New educator guidelines ask ‘are our students getting smarter in our classrooms?’

10 years ago

    CARIBOU, Maine — Teachers and principals of RSU 39 will be evaluated through a new set of criteria come the fall, and early participants with the new guidelines are pleased with the results.


“The big idea, and the new idea for us, is how do we actually measure ‘are our students getting smarter in our classrooms?’” explained Assistant Superintendent Lois Brewer. “We want it to be an idea that teachers can embrace and feel good about, not frightened or threatened.”
Principal of Hilltop Elementary Jane McCall told the RSU 39 board, during their Jan. 29 meeting, that she likes the new evaluation plan and found it to be a good learning experience.
“It’s beneficial in the way that at the end of the conversation, I walked away knowing there were some areas that I can grow and improve — as we all can,” McCall noted.
Every year, teachers and principals are evaluated on how well they’ve educated their students. Effective as of late June, school districts will have to comply with the new Chapter 180 Performance Evaluation and Professional Growth Systems adopted by the state legislature.
According to its summary, Chapter 180 establishes standards and procedures for implementation of performance evaluation and professional growth systems for educators.
Brewer outlined Chapter 180 for the school board, explaining that the new rule sets forth the process for obtaining Department of Education approval of locally developed plans for evaluating teachers and principals.
Developing the RSU’s evaluation plan was a steering committee of 14 teachers and 10 administrators that spans all grades and schools.

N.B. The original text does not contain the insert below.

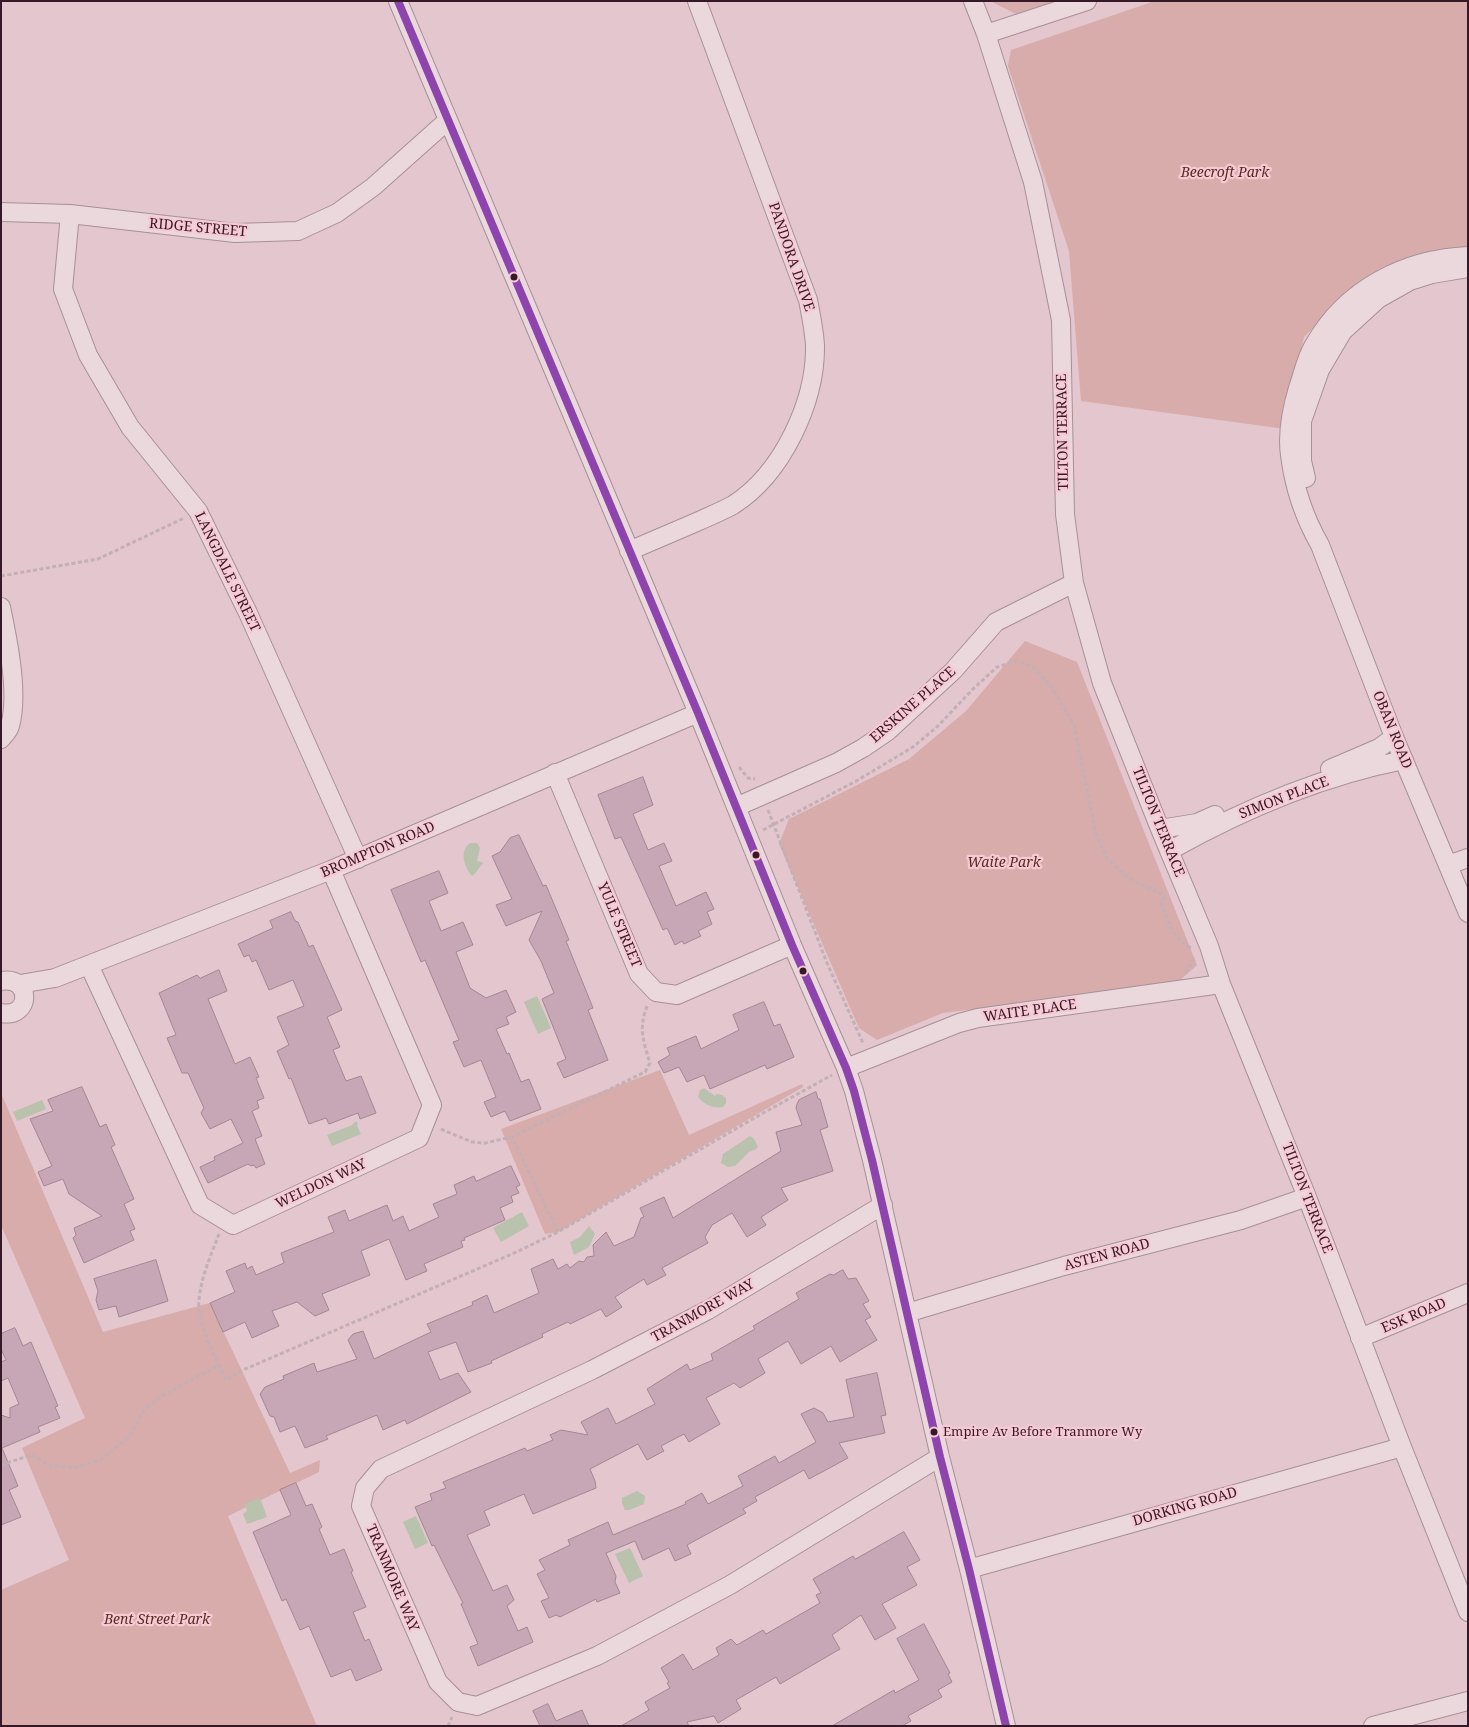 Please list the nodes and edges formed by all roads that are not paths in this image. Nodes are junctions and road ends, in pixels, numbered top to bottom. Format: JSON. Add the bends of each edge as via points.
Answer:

The steering committee decided to utilize rubrics developed by renowned educational researcher Dr. Robert Marzano for teacher/principal evaluations.
Brewer briefly outlined what Dr. Marzano has written books detailing: there are 41 elements of instructural practice that — when done well and appropriately by a trained, professional educator — have a high correlation with increased student achievement.
“It’s not a cookbook type of a thing — you have to be very thoughtful about your practice,” she clarified, adding that while the guidelines include some great aspects, the evaluation standards are pretty high.
“We have confidence that our teachers, when they look at all these elements, they’re going to find some areas they can grow in — there are teachers on our team who found things they can grow on,” the assistant superintendent added.
Katie McGough teaches fifth grade at the Limestone Community School and is one of the 14 teachers of the steering committee; she feels teachers will like the fact that the new evaluation standards provide a structured rubric on how they’re going to be evaluated.
“Like in every profession, we want to do a good job,” McGough explained. “We do this profession because we care about our kids and want to grow to become better educators — but sometimes it’s a question of ‘how exactly do I do this’ or ‘what exactly do you want me to be doing.’”
To answer those questions, the new evaluation guidelines have a checklist and detailed specifics of exactly what teachers need to be doing to ensure the success of their students.
School Board member Ronald Willey, a life-long educator, thanked the steering committee for innumerable hours spent creating these educational standards; he also expressed concern that teachers’ evaluation records will include data from students with attendance as low as 80 percent — equal to a student missing a day of school every week.
Brewer explained that if a teacher feels that they haven’t had enough time with a student to impact his or her achievement, the teacher would be able to request to their administrator that a student be removed from the teacher goals, as outlined in the new evaluation criteria that requires teachers to set goals and provide evidence of improvement
“In our previous evaluation system that we had for administrators, I didn’t gather as much feedback on how to improve and what my areas of weakness were,” described Hilltop’s principal, McCall.
McGough said that the new criteria has afforded her opportunities to improve the education she’s providing her students; she’d utilized learning targets, for example, in her nearly decade-long career in education — but never with as much success that she’s seen using the new Marzano rubrics. Her students even understand learning targets better, and are able to gauge themselves on how they’re doing with certain subjects.
“I’ve taken something that I was doing at a fairly basic level and already, in half a year, I’ve really done so much with it,” she said.